Recall the general outline for SageMaker projects using a notebook instance.

1. Unzip
2. Process / Prepare the data.
3. Upload the processed data to S3.
4. Train a chosen model.
5. Test the trained model (typically using a batch transform job).
6. Deploy the trained model.
7. Use the deployed model.


In [2]:
#data 
import pandas as pd 
import numpy as np

#paths
import os

#save
import pickle

#plot
import matplotlib.pyplot as plt
%matplotlib inline
import seaborn as sns

# text processing 
import nltk
from nltk.corpus import stopwords
from nltk.stem.porter import *
import re
from bs4 import BeautifulSoup

In [3]:
cols = [ 'ID', 'label', 'statement', 'subject', 'speaker', 'speaker_job', 'state_info',
 'afiliation', 'barely_true_counts', 'false_counts', 'half_true_counts', 'mostly_true_counts', 
 'pants_on_fire_counts', 'context']

len(cols)

14

## Step 1: Inspecting for missing values

In [4]:

train = pd.read_csv('./data/liar_dataset/train.csv', sep='\t',header=None) 

train.columns = cols

ValueError: Length mismatch: Expected axis has 1 elements, new values have 14 elements

In [None]:
train.head()

In [None]:
# There are not null entries
print(train.dropna(subset = ['afiliation']).isnull().sum())


In [7]:
train.info()

<class 'pandas.core.frame.DataFrame'>
RangeIndex: 10241 entries, 0 to 10240
Data columns (total 1 columns):
0    10241 non-null object
dtypes: object(1)
memory usage: 80.1+ KB


In [6]:
train.to_csv('./data/liar_dataset/train.csv', index=False)

# 2.- Preprocessing 

### Spliting comments from labels

In [51]:
train.columns

Index(['ID', 'label', 'statement', 'subject', 'speaker', 'speaker_job',
       'state_info', 'afiliation', 'barely_true_counts', 'false_counts',
       'half_true_counts', 'mostly_true_counts', 'pants_on_fire_counts',
       'context'],
      dtype='object')

**Looking at the reviews, one finds comments which need a lot of preprocessing:**

In [60]:
rev=660
print('TRAIN\n')
print(train['statement'][rev][:120],'\n')


TRAIN

It used to be the policy of the Republican Party to get rid of the Department of Education. We finally get in charge and 



The first step in processing the reviews is to make sure that any html tags that appear should be removed. In addition we wish to tokenize our input, that way words such as *entertained* and *entertaining* are considered the same with regard to sentiment analysis.

In [61]:
rep_numbers=re.compile(r'\d+',re.IGNORECASE)

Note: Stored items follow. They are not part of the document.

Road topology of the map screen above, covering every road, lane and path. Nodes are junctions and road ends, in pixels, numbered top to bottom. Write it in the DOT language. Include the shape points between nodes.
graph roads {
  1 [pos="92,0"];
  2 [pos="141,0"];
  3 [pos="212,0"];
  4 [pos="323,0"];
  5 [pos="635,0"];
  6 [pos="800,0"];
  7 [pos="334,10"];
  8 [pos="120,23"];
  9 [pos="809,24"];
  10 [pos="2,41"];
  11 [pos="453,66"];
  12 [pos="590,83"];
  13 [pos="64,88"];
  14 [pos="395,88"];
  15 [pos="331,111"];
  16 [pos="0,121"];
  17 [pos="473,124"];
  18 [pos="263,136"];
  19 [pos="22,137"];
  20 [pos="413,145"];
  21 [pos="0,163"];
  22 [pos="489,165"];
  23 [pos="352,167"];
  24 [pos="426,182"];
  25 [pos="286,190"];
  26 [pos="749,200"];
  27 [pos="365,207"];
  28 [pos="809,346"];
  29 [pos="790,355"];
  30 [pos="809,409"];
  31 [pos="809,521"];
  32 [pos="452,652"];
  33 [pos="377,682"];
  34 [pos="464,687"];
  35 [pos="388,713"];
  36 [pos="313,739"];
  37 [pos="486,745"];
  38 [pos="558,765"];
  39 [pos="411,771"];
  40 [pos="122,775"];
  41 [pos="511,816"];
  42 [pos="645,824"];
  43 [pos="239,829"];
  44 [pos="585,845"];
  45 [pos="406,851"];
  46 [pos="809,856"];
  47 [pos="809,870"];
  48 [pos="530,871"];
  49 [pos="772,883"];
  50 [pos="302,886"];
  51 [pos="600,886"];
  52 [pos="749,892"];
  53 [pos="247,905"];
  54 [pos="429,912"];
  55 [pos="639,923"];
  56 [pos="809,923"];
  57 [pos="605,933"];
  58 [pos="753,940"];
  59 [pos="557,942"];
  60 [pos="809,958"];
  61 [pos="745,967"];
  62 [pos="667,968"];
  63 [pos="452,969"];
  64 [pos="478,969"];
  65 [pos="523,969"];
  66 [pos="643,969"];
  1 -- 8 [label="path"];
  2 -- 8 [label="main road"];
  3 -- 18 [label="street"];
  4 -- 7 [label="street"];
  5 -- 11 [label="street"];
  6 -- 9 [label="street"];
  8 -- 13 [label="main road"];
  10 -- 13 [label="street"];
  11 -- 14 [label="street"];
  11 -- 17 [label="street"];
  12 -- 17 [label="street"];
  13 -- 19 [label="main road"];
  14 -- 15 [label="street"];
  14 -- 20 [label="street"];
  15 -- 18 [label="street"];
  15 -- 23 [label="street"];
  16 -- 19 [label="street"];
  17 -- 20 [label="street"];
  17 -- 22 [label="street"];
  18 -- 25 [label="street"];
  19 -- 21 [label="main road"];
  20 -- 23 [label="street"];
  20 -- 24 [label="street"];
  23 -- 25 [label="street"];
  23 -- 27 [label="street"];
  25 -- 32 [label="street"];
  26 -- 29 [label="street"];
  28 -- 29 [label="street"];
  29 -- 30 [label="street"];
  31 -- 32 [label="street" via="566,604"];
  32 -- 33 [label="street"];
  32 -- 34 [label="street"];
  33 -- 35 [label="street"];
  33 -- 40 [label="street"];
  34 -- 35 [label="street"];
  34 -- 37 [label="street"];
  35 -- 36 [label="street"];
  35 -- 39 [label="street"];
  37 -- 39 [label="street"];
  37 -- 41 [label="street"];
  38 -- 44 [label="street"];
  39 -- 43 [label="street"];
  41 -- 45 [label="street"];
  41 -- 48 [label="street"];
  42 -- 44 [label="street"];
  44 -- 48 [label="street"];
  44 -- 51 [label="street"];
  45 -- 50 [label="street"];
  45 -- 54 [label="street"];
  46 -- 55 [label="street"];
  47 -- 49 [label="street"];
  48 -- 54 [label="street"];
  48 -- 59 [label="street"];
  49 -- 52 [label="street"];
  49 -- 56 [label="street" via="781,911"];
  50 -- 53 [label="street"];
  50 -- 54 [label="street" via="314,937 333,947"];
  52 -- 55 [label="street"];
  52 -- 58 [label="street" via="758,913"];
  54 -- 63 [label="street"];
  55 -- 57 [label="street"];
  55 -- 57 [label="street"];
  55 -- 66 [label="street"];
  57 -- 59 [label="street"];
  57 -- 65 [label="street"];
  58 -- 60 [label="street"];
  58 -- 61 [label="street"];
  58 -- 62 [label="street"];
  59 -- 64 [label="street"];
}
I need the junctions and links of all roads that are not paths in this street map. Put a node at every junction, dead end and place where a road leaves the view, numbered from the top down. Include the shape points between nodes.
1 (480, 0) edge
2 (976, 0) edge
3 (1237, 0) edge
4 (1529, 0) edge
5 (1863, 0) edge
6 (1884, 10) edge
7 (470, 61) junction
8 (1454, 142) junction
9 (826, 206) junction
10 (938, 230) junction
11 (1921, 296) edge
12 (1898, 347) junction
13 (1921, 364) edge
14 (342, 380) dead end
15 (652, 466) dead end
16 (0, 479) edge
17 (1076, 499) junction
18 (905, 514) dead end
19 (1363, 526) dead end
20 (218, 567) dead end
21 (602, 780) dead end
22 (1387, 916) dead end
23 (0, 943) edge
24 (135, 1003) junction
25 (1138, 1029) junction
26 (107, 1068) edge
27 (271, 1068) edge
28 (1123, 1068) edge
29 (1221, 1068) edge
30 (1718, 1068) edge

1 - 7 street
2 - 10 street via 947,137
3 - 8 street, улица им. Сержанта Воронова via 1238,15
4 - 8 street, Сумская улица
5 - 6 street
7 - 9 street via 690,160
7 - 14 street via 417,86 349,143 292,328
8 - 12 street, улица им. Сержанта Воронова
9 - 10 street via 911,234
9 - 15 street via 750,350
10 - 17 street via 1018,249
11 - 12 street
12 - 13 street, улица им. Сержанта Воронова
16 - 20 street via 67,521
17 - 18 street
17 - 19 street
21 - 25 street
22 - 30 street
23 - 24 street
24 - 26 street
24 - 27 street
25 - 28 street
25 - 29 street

#rep_jumps=re.compile(r'\n+',re.IGNORECASE)

rep_special_chars=re.compile(r'[^a-z\d ]',re.IGNORECASE)

rep_special_chars= re.compile("[^\w']|_")

stemmer = PorterStemmer()
nltk.download("stopwords", quiet=True)

def review_to_words(review):
    
    
    
    #text = BeautifulSoup(review, "html.parser").get_text() # Remove HTML tags
    
    #text=rep_jumps.sub(' ', review)
    
    text=rep_special_chars.sub(' ', review)
    
    text = rep_numbers.sub('n', text) # substitute all numbers
    
    
    words = text.split()[:100] # Split string into words
    #words = [w for w in words if w not in stopwords.words("english")] # Remove stopwords
    #words = [stemmer.stem(w) for w in words] # shorter words to stems 
    
    return ' '.join(words)

The `review_to_words` method defined above uses `BeautifulSoup` to remove any html tags that appear and uses the `nltk` package to tokenize the reviews. As a check to ensure we know how everything is working, try applying `review_to_words` to one of the reviews in the training set.

In [65]:
rev=1
print(train['statement'][rev],'\n AFTER: \n')
print(review_to_words(train['statement'][rev]))

When did the decline of coal start? It started when natural gas took off that started to begin in (President George W.) Bushs administration. 
 AFTER: 

When did the decline of coal start It started when natural gas took off that started to begin in President George W Bushs administration


The function below applies the `review_to_words`  to review in training and testing datasets, and caches results. This way start charge libraries and start notebook here.

In [66]:
train.statement = train.statement.apply(review_to_words)
train.to_json('./data/liar_dataset/liar.json', orient='records', lines=True)